The first plan, issued on 23 January 1824 by José María Lobato, received six adherences but failed to topple the government. The Plan of Jalapa, issued by General Anastasio Bustamante on 4 December 1829, received an equivalent number and took power. The most famous period of pronunciamientos occurred when Antonio López de Santa Anna left the government in the hands of liberal Vice President Valentín Gómez Farías, on 1 April 1833. By May 26 the troops in Morelia had "pronounced." For the next year Mexico was flooded with plans and, even though Santa Anna dismissed Gómez Farías in April 1834, they continued. During a two-week period in May 1834, citizens in Cuernavaca, Toluca, and Jalapa issued three separate plans that were seconded by an additional 112 throughout the country. They indicate that during that month, Mexicans gathered in juntas, studied the pronunciamientos, and decided to support an already articulated plan, adapting its language and demands to meet their own particular situation. Nevertheless, the plans should not be seen as an example of democracy in action; rather, they reflect the wishes of the local notables seconded by those nearby. Although various leaders of the Mexican Revolution issued plans, by then the idea of the pronunciamiento had disappeared, having given way to the more sophisticated concept of revolution.

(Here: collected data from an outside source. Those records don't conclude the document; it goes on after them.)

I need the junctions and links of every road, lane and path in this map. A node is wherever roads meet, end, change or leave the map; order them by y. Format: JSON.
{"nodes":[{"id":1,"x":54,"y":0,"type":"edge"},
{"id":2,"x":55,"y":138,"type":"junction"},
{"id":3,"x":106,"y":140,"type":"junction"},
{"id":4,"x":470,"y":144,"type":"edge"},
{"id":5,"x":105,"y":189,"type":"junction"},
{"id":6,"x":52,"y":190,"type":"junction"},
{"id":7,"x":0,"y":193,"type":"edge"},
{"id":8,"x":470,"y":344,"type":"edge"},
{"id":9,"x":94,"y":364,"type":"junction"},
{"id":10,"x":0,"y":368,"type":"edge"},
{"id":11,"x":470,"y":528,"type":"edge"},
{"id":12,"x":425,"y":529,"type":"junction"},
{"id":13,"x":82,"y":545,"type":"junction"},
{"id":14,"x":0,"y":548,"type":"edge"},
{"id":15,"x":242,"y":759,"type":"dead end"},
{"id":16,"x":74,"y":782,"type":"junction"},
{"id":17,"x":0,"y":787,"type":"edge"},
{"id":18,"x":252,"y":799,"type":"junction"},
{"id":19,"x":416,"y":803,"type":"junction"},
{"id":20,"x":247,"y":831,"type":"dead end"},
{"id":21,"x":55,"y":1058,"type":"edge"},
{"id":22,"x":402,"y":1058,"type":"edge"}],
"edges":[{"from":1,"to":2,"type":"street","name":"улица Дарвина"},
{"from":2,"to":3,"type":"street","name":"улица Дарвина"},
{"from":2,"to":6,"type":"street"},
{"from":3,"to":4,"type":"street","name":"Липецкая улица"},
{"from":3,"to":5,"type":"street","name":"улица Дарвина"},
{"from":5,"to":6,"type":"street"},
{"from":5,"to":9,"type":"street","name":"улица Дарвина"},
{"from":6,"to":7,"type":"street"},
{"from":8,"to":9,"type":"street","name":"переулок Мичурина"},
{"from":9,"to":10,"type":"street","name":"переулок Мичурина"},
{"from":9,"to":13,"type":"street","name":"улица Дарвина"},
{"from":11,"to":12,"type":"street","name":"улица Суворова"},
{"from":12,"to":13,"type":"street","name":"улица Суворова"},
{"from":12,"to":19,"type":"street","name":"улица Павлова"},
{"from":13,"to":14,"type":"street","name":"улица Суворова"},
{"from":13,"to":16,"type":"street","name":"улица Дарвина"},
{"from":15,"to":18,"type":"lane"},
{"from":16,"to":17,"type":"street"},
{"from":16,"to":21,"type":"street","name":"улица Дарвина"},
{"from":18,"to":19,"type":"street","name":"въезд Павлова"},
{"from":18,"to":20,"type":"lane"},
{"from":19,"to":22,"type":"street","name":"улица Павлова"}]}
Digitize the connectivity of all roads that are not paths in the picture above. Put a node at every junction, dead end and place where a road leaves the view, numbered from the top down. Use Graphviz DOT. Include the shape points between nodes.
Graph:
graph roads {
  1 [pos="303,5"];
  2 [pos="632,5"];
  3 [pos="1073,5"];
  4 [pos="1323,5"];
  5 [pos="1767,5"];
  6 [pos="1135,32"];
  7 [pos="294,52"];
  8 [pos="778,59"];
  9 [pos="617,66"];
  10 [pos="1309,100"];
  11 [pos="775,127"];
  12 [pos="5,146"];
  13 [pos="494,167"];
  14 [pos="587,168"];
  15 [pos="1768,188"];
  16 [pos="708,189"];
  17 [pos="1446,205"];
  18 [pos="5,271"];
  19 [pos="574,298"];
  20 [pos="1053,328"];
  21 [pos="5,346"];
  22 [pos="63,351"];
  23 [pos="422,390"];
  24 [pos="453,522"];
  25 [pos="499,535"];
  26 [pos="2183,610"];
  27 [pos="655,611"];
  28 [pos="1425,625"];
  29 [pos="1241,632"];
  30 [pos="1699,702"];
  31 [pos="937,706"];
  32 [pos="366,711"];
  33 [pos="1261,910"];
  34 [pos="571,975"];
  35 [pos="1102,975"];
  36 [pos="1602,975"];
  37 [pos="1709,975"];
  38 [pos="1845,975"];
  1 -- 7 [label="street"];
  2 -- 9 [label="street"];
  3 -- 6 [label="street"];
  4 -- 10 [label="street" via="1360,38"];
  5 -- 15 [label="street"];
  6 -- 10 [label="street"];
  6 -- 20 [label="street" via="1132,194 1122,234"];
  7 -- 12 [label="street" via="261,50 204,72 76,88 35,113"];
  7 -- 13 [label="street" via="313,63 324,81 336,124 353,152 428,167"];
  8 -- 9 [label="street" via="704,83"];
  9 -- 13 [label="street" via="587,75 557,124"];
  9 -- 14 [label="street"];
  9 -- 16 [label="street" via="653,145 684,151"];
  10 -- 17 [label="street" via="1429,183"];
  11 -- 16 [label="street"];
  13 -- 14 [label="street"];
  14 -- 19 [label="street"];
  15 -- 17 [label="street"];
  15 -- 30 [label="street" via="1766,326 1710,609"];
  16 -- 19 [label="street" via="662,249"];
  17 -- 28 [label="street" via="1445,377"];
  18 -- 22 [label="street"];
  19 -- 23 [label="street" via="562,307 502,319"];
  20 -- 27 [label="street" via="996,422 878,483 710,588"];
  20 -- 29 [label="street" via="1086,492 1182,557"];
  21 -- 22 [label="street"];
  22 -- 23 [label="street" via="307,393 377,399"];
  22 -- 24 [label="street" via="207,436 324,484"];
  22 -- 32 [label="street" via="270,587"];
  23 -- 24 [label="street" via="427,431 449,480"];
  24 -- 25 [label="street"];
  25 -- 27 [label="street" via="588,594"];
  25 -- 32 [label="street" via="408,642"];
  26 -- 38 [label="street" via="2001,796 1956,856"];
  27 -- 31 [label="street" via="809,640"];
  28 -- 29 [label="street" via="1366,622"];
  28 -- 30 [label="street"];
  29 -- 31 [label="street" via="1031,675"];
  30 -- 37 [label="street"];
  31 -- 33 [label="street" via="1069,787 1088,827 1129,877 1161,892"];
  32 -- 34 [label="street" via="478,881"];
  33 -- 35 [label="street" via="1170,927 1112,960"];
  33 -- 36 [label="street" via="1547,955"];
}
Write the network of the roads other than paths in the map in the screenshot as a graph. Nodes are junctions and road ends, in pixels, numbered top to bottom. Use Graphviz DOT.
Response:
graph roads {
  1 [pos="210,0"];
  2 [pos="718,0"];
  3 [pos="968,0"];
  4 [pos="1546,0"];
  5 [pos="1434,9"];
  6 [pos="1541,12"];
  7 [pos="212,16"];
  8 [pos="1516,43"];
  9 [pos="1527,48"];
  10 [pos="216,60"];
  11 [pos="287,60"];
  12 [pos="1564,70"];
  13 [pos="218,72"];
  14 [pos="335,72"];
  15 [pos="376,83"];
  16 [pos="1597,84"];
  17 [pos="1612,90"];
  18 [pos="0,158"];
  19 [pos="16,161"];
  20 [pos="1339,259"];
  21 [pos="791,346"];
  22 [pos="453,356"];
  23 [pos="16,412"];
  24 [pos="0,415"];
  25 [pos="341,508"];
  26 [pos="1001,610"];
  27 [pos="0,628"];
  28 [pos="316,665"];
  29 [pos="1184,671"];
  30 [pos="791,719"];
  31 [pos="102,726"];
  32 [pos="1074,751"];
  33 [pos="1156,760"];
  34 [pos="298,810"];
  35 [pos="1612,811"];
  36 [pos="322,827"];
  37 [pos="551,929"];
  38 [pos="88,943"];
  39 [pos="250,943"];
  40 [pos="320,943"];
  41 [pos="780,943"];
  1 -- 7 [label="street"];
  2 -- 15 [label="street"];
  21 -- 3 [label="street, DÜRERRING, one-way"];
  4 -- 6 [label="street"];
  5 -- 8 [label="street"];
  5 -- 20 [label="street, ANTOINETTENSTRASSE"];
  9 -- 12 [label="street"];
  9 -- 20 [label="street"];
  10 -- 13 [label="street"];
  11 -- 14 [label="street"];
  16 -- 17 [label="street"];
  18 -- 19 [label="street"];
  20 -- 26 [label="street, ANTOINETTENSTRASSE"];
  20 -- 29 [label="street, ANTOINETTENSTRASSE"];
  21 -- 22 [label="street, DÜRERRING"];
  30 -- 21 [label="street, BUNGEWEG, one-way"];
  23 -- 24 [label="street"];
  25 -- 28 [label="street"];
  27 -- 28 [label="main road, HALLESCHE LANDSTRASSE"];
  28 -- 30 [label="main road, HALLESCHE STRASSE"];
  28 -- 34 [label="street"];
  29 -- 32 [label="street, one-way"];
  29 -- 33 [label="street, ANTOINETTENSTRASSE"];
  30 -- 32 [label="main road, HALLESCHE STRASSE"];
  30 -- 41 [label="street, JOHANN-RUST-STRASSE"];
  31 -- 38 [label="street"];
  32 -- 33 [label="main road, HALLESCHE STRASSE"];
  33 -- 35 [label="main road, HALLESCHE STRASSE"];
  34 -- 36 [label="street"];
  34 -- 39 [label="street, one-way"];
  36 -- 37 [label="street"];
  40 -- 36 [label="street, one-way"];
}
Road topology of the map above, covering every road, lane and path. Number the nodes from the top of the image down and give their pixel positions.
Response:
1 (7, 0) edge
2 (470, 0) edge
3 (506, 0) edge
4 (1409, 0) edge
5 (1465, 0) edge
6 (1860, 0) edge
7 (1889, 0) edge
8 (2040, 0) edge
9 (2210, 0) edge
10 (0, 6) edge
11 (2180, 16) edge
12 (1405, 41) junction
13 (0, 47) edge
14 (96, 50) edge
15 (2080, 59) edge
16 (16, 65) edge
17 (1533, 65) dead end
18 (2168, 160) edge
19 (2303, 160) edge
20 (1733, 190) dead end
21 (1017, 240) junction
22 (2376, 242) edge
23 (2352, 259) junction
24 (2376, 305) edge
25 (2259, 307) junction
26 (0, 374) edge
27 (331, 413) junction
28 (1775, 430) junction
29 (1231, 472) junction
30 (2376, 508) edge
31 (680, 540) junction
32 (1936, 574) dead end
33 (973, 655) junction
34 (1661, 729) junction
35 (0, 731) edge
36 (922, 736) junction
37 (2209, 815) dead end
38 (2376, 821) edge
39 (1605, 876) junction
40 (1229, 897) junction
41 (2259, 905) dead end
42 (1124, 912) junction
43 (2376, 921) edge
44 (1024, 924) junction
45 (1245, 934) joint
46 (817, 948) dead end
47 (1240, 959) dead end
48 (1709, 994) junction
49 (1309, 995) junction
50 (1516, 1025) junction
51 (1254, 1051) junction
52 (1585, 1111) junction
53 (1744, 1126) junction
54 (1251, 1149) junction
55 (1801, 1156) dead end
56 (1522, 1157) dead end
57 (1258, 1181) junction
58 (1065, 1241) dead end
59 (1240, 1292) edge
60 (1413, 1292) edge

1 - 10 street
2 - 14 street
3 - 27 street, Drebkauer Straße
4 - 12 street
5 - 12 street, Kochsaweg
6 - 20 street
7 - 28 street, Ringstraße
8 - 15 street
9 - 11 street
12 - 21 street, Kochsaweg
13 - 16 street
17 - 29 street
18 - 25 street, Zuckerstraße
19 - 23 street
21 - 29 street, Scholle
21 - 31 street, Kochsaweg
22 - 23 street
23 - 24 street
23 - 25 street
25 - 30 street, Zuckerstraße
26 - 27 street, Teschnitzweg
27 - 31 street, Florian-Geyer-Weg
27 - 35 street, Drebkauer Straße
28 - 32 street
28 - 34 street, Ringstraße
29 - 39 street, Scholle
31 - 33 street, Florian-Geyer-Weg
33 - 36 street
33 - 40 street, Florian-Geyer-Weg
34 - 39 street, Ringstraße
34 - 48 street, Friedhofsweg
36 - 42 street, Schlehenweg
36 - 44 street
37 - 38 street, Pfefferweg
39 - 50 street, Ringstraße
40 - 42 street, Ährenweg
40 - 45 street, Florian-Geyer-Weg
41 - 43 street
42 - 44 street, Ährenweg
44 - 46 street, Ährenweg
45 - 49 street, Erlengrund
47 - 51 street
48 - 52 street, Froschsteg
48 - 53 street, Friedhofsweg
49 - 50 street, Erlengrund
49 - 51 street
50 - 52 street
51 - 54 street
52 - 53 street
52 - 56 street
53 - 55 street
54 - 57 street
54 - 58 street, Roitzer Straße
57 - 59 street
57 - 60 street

See alsoCuartelazo; Gómez Farías, Valentín; Plan of Iguala; Santa Anna, Antonio López de.
BIBLIOGRAPHY
Guadalupe Jimínez Codinach, coord., Planes de la nación mexicana, 11 vols. (1988).
Barbara A. Tenenbaum, "'They Went Thataway': The Pronunciamiento During the Centralist Period, 1836–1847," in Patterns of Contention in Mexican History, edited by Jaime E. Rodríguez O. (1992).
Additional Bibliography
Benítez González, Florencio. El plan de Iguala: En la historiografía de su época. México: Comuna Municipal, 2001.
Vázquez, Josefina Zoriada. El establecimiento del federa-lismo en México, 1821–1827. México, DF: Colegio de México, 2003.